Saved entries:
■ ■ ■ ■ ■ ■ ■

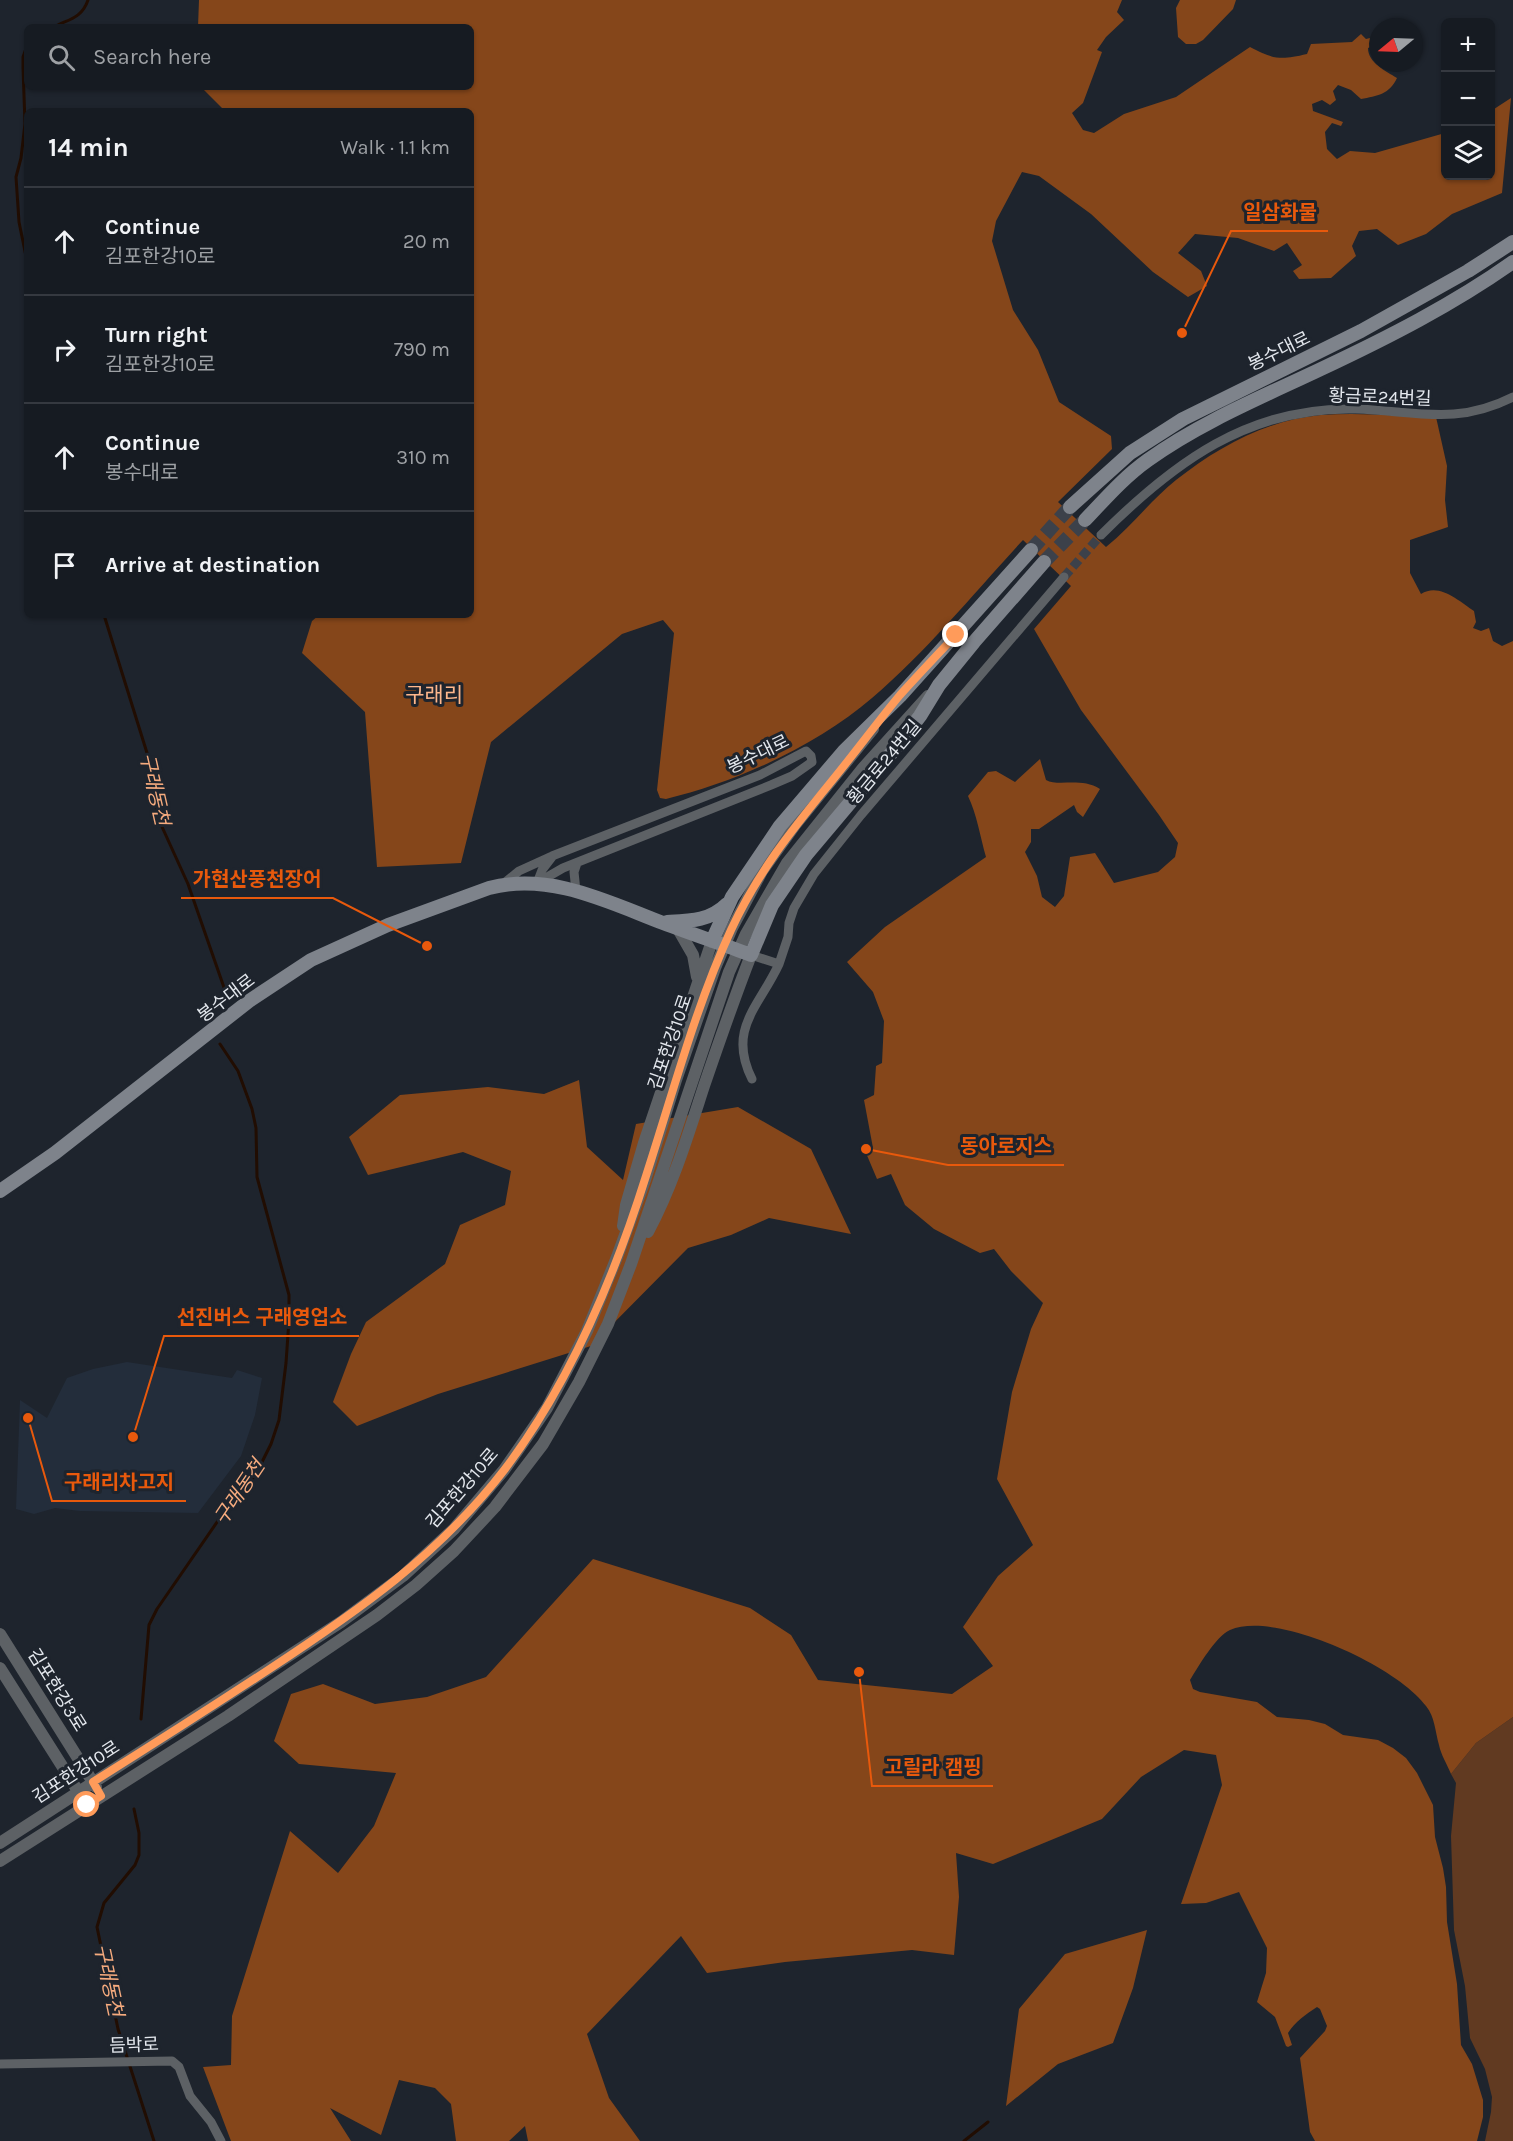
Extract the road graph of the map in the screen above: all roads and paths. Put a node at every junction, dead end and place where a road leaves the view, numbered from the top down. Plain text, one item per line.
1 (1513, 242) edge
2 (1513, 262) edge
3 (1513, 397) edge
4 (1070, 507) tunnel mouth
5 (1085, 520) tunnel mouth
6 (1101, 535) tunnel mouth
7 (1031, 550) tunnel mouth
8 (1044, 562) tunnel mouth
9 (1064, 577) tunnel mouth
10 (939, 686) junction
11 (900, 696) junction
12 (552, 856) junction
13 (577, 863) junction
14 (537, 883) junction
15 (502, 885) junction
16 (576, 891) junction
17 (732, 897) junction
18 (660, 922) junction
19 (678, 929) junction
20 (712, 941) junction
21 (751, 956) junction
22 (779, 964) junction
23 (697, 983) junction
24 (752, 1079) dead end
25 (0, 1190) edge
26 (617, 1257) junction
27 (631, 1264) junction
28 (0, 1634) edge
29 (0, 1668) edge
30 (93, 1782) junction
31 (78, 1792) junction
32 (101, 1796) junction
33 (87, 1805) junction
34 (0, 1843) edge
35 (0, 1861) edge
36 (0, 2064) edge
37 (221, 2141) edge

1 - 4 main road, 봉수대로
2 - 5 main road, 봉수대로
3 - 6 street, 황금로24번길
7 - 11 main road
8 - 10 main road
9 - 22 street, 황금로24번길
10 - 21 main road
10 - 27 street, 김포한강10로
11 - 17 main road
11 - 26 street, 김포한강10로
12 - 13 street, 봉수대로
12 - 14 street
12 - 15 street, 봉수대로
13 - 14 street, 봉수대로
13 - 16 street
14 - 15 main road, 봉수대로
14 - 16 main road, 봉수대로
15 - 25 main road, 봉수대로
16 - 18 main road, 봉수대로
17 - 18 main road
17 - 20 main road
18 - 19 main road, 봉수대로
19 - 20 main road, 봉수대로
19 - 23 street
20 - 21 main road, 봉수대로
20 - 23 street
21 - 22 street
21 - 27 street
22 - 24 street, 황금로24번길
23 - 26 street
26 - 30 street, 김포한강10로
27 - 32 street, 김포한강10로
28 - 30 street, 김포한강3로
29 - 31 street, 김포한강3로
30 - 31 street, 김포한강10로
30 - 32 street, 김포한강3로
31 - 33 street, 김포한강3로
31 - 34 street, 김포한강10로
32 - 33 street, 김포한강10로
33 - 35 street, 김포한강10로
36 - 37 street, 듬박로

■ ■ ■ ■ ■ ■ ■

● **Problem to solve**
Say how many lines in the records hold "dead", with the number as the whole reply.

● **The answer**
2